"""

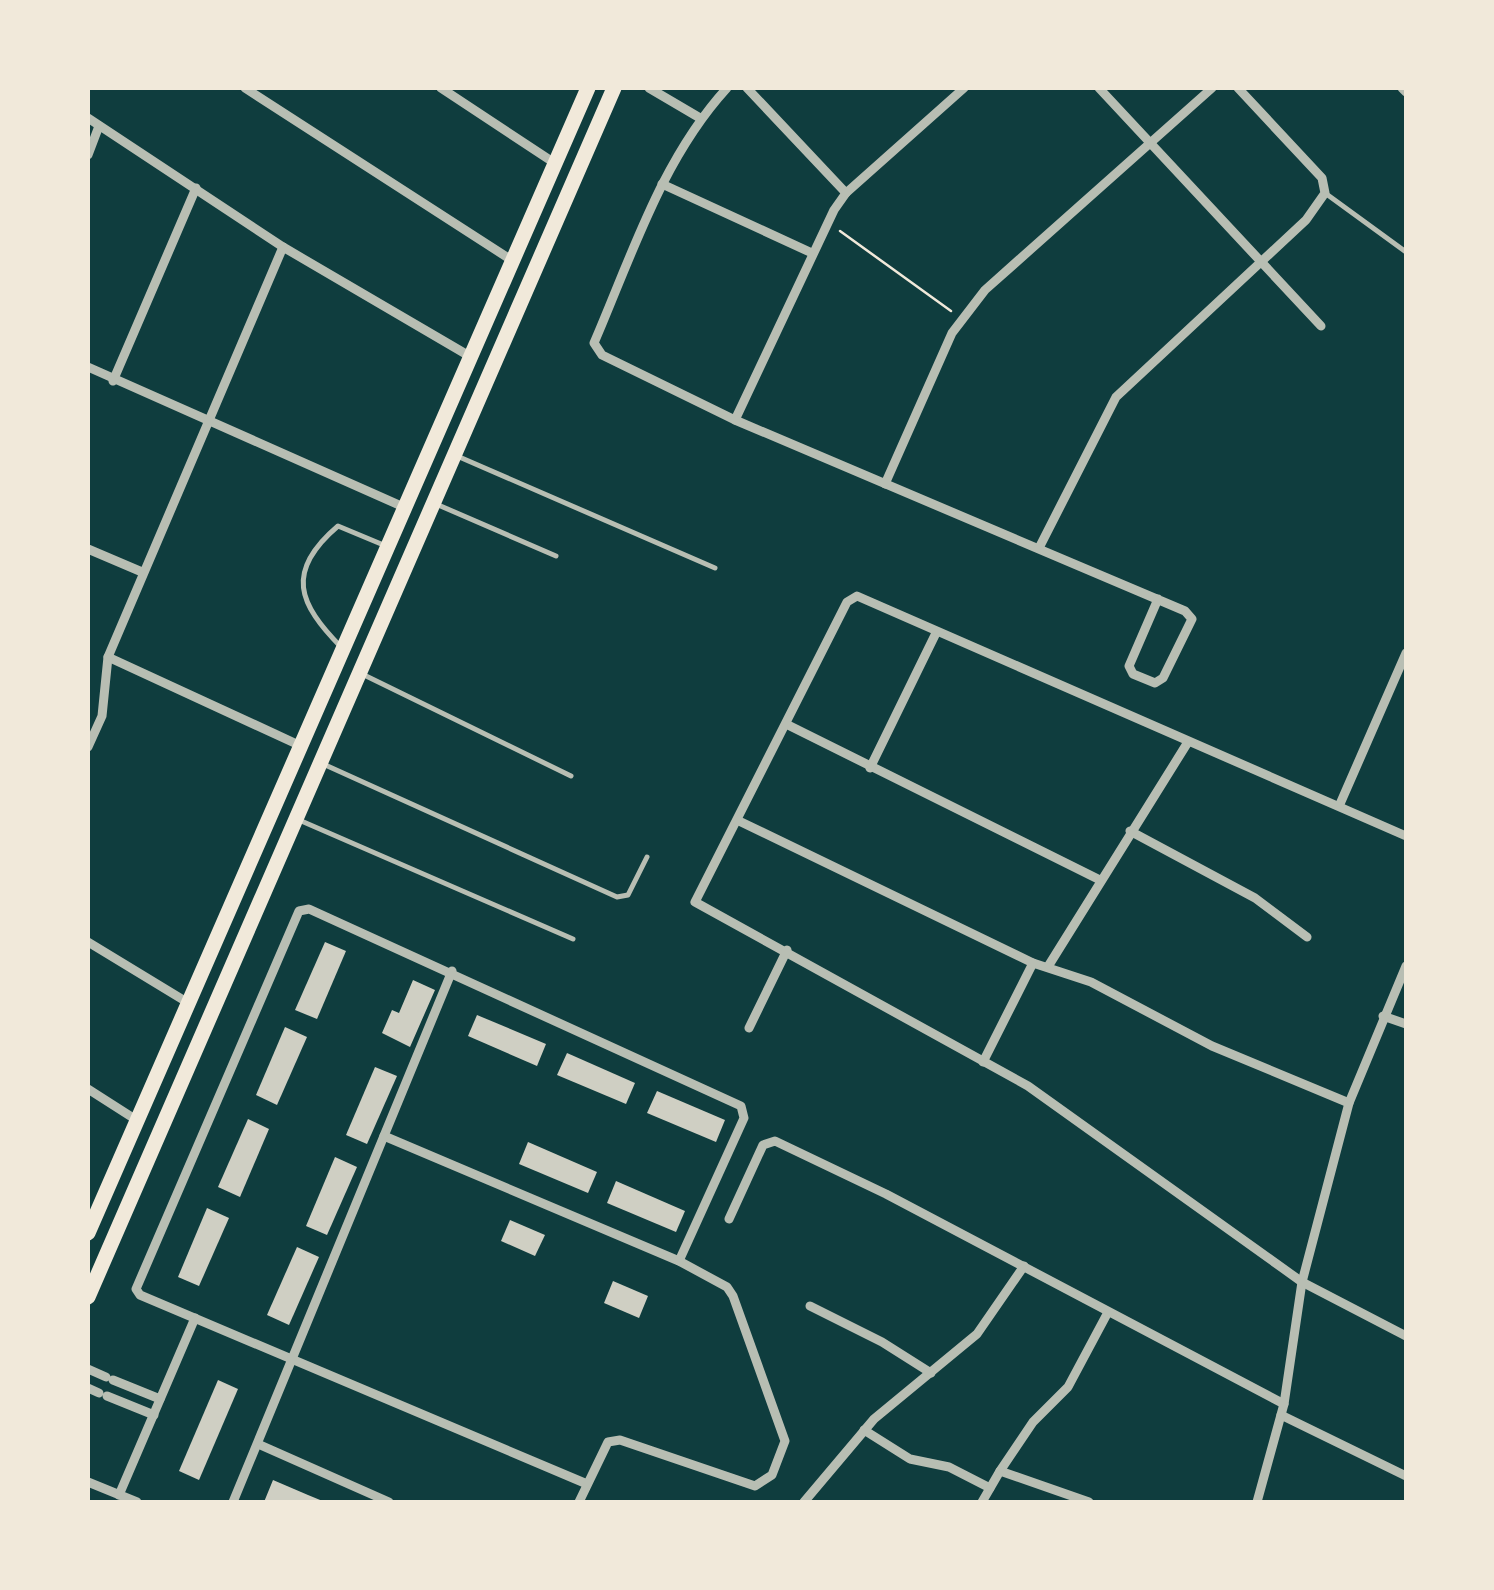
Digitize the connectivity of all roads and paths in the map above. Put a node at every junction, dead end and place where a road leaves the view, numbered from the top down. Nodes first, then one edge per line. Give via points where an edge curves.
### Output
1 (245, 88) edge
2 (442, 88) edge
3 (588, 88) edge
4 (614, 88) edge
5 (649, 88) edge
6 (727, 88) edge
7 (747, 88) edge
8 (964, 88) edge
9 (1099, 88) edge
10 (1212, 88) edge
11 (1238, 88) edge
12 (88, 118) edge
13 (700, 118) junction
14 (99, 126) junction
15 (1149, 144) junction
16 (88, 155) edge
17 (556, 164) junction
18 (662, 184) junction
19 (196, 188) junction
20 (1325, 193) junction
21 (846, 194) junction
22 (827, 221) junction
23 (283, 247) junction
24 (1406, 252) edge
25 (812, 253) junction
26 (513, 262) junction
27 (1261, 262) junction
28 (960, 318) junction
29 (1321, 326) dead end
30 (472, 358) junction
31 (88, 367) edge
32 (114, 381) junction
33 (735, 420) junction
34 (209, 423) junction
35 (454, 454) junction
36 (885, 484) junction
37 (433, 502) junction
38 (406, 508) junction
39 (388, 547) junction
40 (1039, 548) junction
41 (88, 549) edge
42 (556, 556) dead end
43 (716, 568) dead end
44 (142, 572) junction
45 (1158, 599) junction
46 (936, 633) junction
47 (342, 649) junction
48 (1406, 652) edge
49 (108, 657) junction
50 (359, 673) junction
51 (786, 724) junction
52 (1188, 742) junction
53 (301, 746) junction
54 (88, 747) edge
55 (320, 762) junction
56 (870, 768) junction
57 (571, 776) dead end
58 (1340, 804) junction
59 (296, 818) junction
60 (738, 820) junction
61 (1130, 831) junction
62 (1406, 836) edge
63 (648, 857) dead end
64 (1100, 880) junction
65 (1307, 937) dead end
66 (574, 939) dead end
67 (88, 942) edge
68 (787, 950) junction
69 (1033, 963) junction
70 (1050, 965) junction
71 (1406, 966) edge
72 (452, 971) junction
73 (190, 1004) junction
74 (1383, 1016) junction
75 (1406, 1024) edge
76 (749, 1028) dead end
77 (984, 1062) junction
78 (88, 1090) edge
79 (1350, 1104) junction
80 (138, 1121) junction
81 (384, 1136) junction
82 (729, 1219) dead end
83 (88, 1234) edge
84 (679, 1260) junction
85 (1024, 1266) junction
86 (1302, 1282) junction
87 (88, 1297) edge
88 (810, 1306) dead end
89 (1107, 1314) junction
90 (194, 1318) junction
91 (1406, 1336) edge
92 (291, 1361) junction
93 (88, 1369) edge
94 (931, 1373) junction
95 (88, 1388) edge
96 (160, 1399) junction
97 (1283, 1410) junction
98 (154, 1415) junction
99 (864, 1430) junction
100 (258, 1444) junction
101 (1000, 1470) junction
102 (1406, 1476) edge
103 (88, 1482) edge
104 (587, 1484) junction
105 (990, 1488) junction
106 (119, 1495) junction
107 (137, 1502) edge
108 (233, 1502) edge
109 (389, 1502) edge
110 (579, 1502) edge
111 (804, 1502) edge
112 (982, 1502) edge
113 (1089, 1502) edge
114 (1257, 1502) edge

1 - 26 street
2 - 17 street
3 - 17 highway
4 - 35 highway
5 - 13 street
6 - 13 street
7 - 21 street
8 - 21 street
9 - 15 street
10 - 15 street
11 - 20 street via 1322,178
12 - 14 street
13 - 18 street
14 - 16 street
14 - 19 street
15 - 27 street
15 - 28 street
17 - 26 highway
18 - 25 street
18 - 33 street via 594,342 618,366
19 - 23 street
19 - 32 street
20 - 24 lane
20 - 27 street via 1318,208
21 - 22 street
22 - 25 street
22 - 28 path
23 - 30 street
23 - 34 street
25 - 33 street
26 - 30 highway
27 - 29 street
27 - 40 street via 1116,397
28 - 36 street
30 - 38 highway
31 - 32 street
32 - 34 street
33 - 36 street
34 - 38 street
34 - 44 street
35 - 37 highway
35 - 43 lane
36 - 40 street
37 - 42 lane
37 - 50 highway
38 - 39 highway
39 - 47 highway
39 - 47 lane via 338,526 307,568 300,588 305,604
40 - 45 street
41 - 44 street
44 - 49 street
45 - 45 street via 1192,620 1155,682 1129,666
46 - 51 street via 851,597
46 - 52 street
46 - 56 street
47 - 53 highway
48 - 58 street
49 - 53 street
49 - 54 street via 102,716
50 - 55 highway
50 - 57 lane
51 - 56 street
51 - 60 street
52 - 58 street
52 - 61 street
53 - 73 highway
55 - 59 highway
55 - 63 lane via 616,897 628,895
56 - 64 street
58 - 62 street
59 - 66 lane
59 - 87 highway
60 - 68 street via 695,902
60 - 69 street
61 - 64 street
61 - 65 street via 1255,898
64 - 70 street
67 - 73 street
68 - 76 street
68 - 77 street
69 - 70 street
69 - 77 street
70 - 79 street via 1212,1046
71 - 74 street
72 - 81 street
72 - 84 street via 741,1106 744,1118
72 - 90 street via 309,908 299,910 137,1282 140,1295
73 - 80 highway
74 - 75 street
74 - 79 street
77 - 86 street via 1028,1086
78 - 80 street
79 - 86 street
80 - 83 highway
81 - 84 street
81 - 92 street
82 - 85 street via 763,1145 775,1142
84 - 104 street via 733,1296 785,1451 772,1475 755,1486 620,1440 602,1449
85 - 89 street
85 - 94 street via 977,1334
86 - 91 street
86 - 97 street
88 - 94 street
89 - 97 street
89 - 101 street via 1068,1387
90 - 92 street
90 - 96 street
92 - 100 street
92 - 104 street
93 - 96 street
94 - 99 street
95 - 98 street
96 - 98 street
97 - 102 street
97 - 114 street
98 - 106 street
99 - 105 street via 910,1459 948,1467
99 - 111 street
100 - 108 street
100 - 109 street
101 - 105 street
101 - 113 street
103 - 106 street
104 - 110 street
105 - 112 street
106 - 107 street

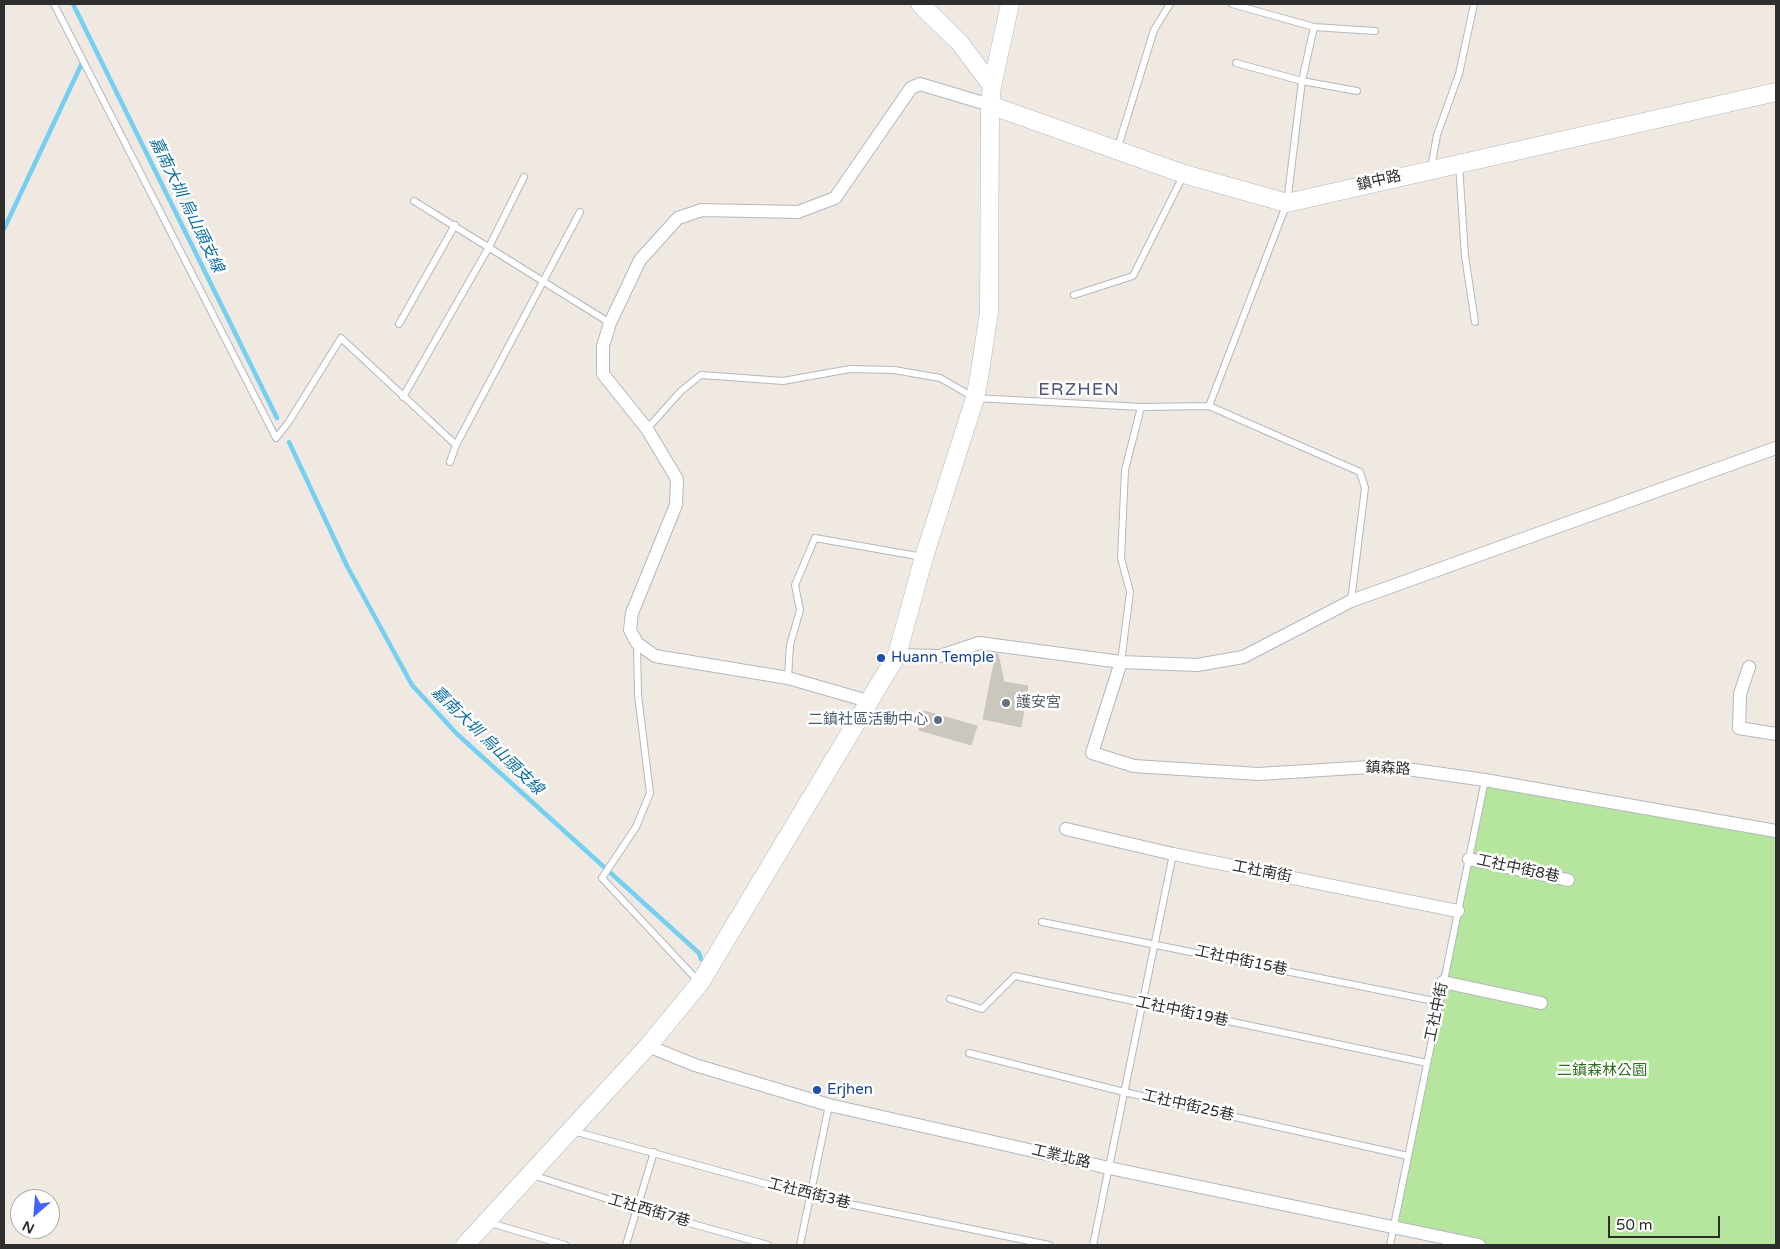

"""

The result should be an exact retyped version of all the entries above, containing no pictures.

Digitize the connectivity of all roads and paths in the map above. Put a node at every junction, dead end and place where a road leaves the view, numbered from the top down. Nodes first, then one edge per line. Give via points where an edge curves.
### Output
1 (245, 88) edge
2 (442, 88) edge
3 (588, 88) edge
4 (614, 88) edge
5 (649, 88) edge
6 (727, 88) edge
7 (747, 88) edge
8 (964, 88) edge
9 (1099, 88) edge
10 (1212, 88) edge
11 (1238, 88) edge
12 (88, 118) edge
13 (700, 118) junction
14 (99, 126) junction
15 (1149, 144) junction
16 (88, 155) edge
17 (556, 164) junction
18 (662, 184) junction
19 (196, 188) junction
20 (1325, 193) junction
21 (846, 194) junction
22 (827, 221) junction
23 (283, 247) junction
24 (1406, 252) edge
25 (812, 253) junction
26 (513, 262) junction
27 (1261, 262) junction
28 (960, 318) junction
29 (1321, 326) dead end
30 (472, 358) junction
31 (88, 367) edge
32 (114, 381) junction
33 (735, 420) junction
34 (209, 423) junction
35 (454, 454) junction
36 (885, 484) junction
37 (433, 502) junction
38 (406, 508) junction
39 (388, 547) junction
40 (1039, 548) junction
41 (88, 549) edge
42 (556, 556) dead end
43 (716, 568) dead end
44 (142, 572) junction
45 (1158, 599) junction
46 (936, 633) junction
47 (342, 649) junction
48 (1406, 652) edge
49 (108, 657) junction
50 (359, 673) junction
51 (786, 724) junction
52 (1188, 742) junction
53 (301, 746) junction
54 (88, 747) edge
55 (320, 762) junction
56 (870, 768) junction
57 (571, 776) dead end
58 (1340, 804) junction
59 (296, 818) junction
60 (738, 820) junction
61 (1130, 831) junction
62 (1406, 836) edge
63 (648, 857) dead end
64 (1100, 880) junction
65 (1307, 937) dead end
66 (574, 939) dead end
67 (88, 942) edge
68 (787, 950) junction
69 (1033, 963) junction
70 (1050, 965) junction
71 (1406, 966) edge
72 (452, 971) junction
73 (190, 1004) junction
74 (1383, 1016) junction
75 (1406, 1024) edge
76 (749, 1028) dead end
77 (984, 1062) junction
78 (88, 1090) edge
79 (1350, 1104) junction
80 (138, 1121) junction
81 (384, 1136) junction
82 (729, 1219) dead end
83 (88, 1234) edge
84 (679, 1260) junction
85 (1024, 1266) junction
86 (1302, 1282) junction
87 (88, 1297) edge
88 (810, 1306) dead end
89 (1107, 1314) junction
90 (194, 1318) junction
91 (1406, 1336) edge
92 (291, 1361) junction
93 (88, 1369) edge
94 (931, 1373) junction
95 (88, 1388) edge
96 (160, 1399) junction
97 (1283, 1410) junction
98 (154, 1415) junction
99 (864, 1430) junction
100 (258, 1444) junction
101 (1000, 1470) junction
102 (1406, 1476) edge
103 (88, 1482) edge
104 (587, 1484) junction
105 (990, 1488) junction
106 (119, 1495) junction
107 (137, 1502) edge
108 (233, 1502) edge
109 (389, 1502) edge
110 (579, 1502) edge
111 (804, 1502) edge
112 (982, 1502) edge
113 (1089, 1502) edge
114 (1257, 1502) edge

1 - 26 street
2 - 17 street
3 - 17 highway
4 - 35 highway
5 - 13 street
6 - 13 street
7 - 21 street
8 - 21 street
9 - 15 street
10 - 15 street
11 - 20 street via 1322,178
12 - 14 street
13 - 18 street
14 - 16 street
14 - 19 street
15 - 27 street
15 - 28 street
17 - 26 highway
18 - 25 street
18 - 33 street via 594,342 618,366
19 - 23 street
19 - 32 street
20 - 24 lane
20 - 27 street via 1318,208
21 - 22 street
22 - 25 street
22 - 28 path
23 - 30 street
23 - 34 street
25 - 33 street
26 - 30 highway
27 - 29 street
27 - 40 street via 1116,397
28 - 36 street
30 - 38 highway
31 - 32 street
32 - 34 street
33 - 36 street
34 - 38 street
34 - 44 street
35 - 37 highway
35 - 43 lane
36 - 40 street
37 - 42 lane
37 - 50 highway
38 - 39 highway
39 - 47 highway
39 - 47 lane via 338,526 307,568 300,588 305,604
40 - 45 street
41 - 44 street
44 - 49 street
45 - 45 street via 1192,620 1155,682 1129,666
46 - 51 street via 851,597
46 - 52 street
46 - 56 street
47 - 53 highway
48 - 58 street
49 - 53 street
49 - 54 street via 102,716
50 - 55 highway
50 - 57 lane
51 - 56 street
51 - 60 street
52 - 58 street
52 - 61 street
53 - 73 highway
55 - 59 highway
55 - 63 lane via 616,897 628,895
56 - 64 street
58 - 62 street
59 - 66 lane
59 - 87 highway
60 - 68 street via 695,902
60 - 69 street
61 - 64 street
61 - 65 street via 1255,898
64 - 70 street
67 - 73 street
68 - 76 street
68 - 77 street
69 - 70 street
69 - 77 street
70 - 79 street via 1212,1046
71 - 74 street
72 - 81 street
72 - 84 street via 741,1106 744,1118
72 - 90 street via 309,908 299,910 137,1282 140,1295
73 - 80 highway
74 - 75 street
74 - 79 street
77 - 86 street via 1028,1086
78 - 80 street
79 - 86 street
80 - 83 highway
81 - 84 street
81 - 92 street
82 - 85 street via 763,1145 775,1142
84 - 104 street via 733,1296 785,1451 772,1475 755,1486 620,1440 602,1449
85 - 89 street
85 - 94 street via 977,1334
86 - 91 street
86 - 97 street
88 - 94 street
89 - 97 street
89 - 101 street via 1068,1387
90 - 92 street
90 - 96 street
92 - 100 street
92 - 104 street
93 - 96 street
94 - 99 street
95 - 98 street
96 - 98 street
97 - 102 street
97 - 114 street
98 - 106 street
99 - 105 street via 910,1459 948,1467
99 - 111 street
100 - 108 street
100 - 109 street
101 - 105 street
101 - 113 street
103 - 106 street
104 - 110 street
105 - 112 street
106 - 107 street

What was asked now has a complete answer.